If a line of the data below holds the word "other", list it.

====== Record extracts ======

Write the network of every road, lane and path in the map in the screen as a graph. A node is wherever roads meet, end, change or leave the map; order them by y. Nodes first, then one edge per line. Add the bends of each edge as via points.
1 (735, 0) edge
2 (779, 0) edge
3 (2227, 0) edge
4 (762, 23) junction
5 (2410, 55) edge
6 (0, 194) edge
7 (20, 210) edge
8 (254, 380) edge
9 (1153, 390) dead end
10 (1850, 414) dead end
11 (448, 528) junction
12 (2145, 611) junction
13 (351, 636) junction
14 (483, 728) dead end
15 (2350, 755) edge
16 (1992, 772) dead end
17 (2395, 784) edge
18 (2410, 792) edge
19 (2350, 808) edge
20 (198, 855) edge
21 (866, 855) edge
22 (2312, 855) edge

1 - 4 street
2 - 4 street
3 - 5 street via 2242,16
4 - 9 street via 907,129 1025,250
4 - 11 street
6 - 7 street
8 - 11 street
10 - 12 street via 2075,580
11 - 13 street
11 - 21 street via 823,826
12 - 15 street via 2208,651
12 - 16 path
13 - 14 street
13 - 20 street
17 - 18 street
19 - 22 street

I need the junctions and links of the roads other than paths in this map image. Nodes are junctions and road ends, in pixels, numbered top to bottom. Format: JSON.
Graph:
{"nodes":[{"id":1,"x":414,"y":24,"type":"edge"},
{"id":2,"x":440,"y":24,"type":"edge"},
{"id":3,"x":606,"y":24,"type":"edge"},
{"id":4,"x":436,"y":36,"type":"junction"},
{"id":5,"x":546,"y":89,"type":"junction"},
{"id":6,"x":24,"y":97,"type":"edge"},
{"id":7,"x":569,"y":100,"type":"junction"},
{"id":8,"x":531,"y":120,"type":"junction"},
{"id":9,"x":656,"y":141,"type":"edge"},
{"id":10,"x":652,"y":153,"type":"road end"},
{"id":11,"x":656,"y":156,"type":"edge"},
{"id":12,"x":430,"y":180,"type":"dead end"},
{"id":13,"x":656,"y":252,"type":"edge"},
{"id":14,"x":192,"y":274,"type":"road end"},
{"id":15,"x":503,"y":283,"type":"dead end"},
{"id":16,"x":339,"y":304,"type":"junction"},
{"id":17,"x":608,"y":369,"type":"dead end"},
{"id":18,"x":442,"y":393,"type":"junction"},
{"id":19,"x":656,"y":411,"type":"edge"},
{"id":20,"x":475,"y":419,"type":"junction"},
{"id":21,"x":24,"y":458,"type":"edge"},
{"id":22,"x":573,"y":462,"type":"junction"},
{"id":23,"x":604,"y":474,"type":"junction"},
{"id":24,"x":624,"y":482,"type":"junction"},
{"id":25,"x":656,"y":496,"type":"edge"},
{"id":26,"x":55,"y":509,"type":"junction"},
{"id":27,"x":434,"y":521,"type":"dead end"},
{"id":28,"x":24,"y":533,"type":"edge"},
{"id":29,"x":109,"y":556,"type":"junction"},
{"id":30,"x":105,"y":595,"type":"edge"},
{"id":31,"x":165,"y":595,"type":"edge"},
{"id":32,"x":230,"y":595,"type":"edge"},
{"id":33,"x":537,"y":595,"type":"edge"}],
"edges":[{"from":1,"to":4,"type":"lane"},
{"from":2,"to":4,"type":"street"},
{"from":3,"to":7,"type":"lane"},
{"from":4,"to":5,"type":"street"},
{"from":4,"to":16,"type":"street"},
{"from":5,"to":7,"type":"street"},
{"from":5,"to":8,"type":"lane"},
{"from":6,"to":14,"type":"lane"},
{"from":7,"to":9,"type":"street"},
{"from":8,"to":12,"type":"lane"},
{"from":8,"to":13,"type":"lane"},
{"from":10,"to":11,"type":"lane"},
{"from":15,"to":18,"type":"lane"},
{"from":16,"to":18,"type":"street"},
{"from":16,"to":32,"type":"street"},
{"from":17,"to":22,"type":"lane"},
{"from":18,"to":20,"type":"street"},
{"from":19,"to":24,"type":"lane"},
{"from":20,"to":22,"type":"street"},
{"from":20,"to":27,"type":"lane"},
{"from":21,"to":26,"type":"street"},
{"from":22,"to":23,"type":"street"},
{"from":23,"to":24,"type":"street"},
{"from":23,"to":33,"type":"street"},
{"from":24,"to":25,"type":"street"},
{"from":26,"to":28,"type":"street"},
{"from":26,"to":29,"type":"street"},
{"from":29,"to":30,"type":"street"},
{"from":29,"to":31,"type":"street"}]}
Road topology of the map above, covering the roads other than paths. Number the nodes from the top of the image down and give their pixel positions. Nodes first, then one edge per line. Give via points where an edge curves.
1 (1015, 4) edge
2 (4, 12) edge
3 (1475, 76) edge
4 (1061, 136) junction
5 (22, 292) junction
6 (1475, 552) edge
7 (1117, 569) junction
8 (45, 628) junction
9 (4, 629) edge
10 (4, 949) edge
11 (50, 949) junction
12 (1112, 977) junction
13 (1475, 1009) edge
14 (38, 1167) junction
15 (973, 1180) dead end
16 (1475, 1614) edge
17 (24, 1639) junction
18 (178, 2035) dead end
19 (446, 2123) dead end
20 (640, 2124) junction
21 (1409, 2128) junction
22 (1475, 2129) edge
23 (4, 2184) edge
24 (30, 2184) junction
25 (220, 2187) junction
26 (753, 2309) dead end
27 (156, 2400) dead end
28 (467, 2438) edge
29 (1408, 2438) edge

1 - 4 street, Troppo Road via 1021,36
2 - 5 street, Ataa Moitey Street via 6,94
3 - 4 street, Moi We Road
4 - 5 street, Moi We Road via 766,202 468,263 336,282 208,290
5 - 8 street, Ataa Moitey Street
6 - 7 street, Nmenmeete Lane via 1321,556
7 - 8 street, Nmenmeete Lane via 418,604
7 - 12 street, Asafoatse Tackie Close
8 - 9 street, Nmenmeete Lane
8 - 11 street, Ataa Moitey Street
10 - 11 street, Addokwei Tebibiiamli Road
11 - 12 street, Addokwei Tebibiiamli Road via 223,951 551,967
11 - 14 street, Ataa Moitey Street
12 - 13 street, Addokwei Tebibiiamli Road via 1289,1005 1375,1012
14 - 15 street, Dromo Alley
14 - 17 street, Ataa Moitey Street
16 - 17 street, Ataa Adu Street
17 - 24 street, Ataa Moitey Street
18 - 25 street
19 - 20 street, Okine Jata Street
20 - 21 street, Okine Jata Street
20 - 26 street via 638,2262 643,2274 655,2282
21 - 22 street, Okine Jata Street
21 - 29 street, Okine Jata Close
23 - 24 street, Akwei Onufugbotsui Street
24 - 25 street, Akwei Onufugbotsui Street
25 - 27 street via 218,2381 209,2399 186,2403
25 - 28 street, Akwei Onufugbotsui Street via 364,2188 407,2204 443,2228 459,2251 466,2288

======

- Written response:
I need the junctions and links of the roads other than paths in this map image. Nodes are junctions and road ends, in pixels, numbered top to bottom. Format: JSON.
Road topology of the map above, covering the roads other than paths. Number the nodes from the top of the image down and give their pixel positions. Nodes first, then one edge per line. Give via points where an edge curves.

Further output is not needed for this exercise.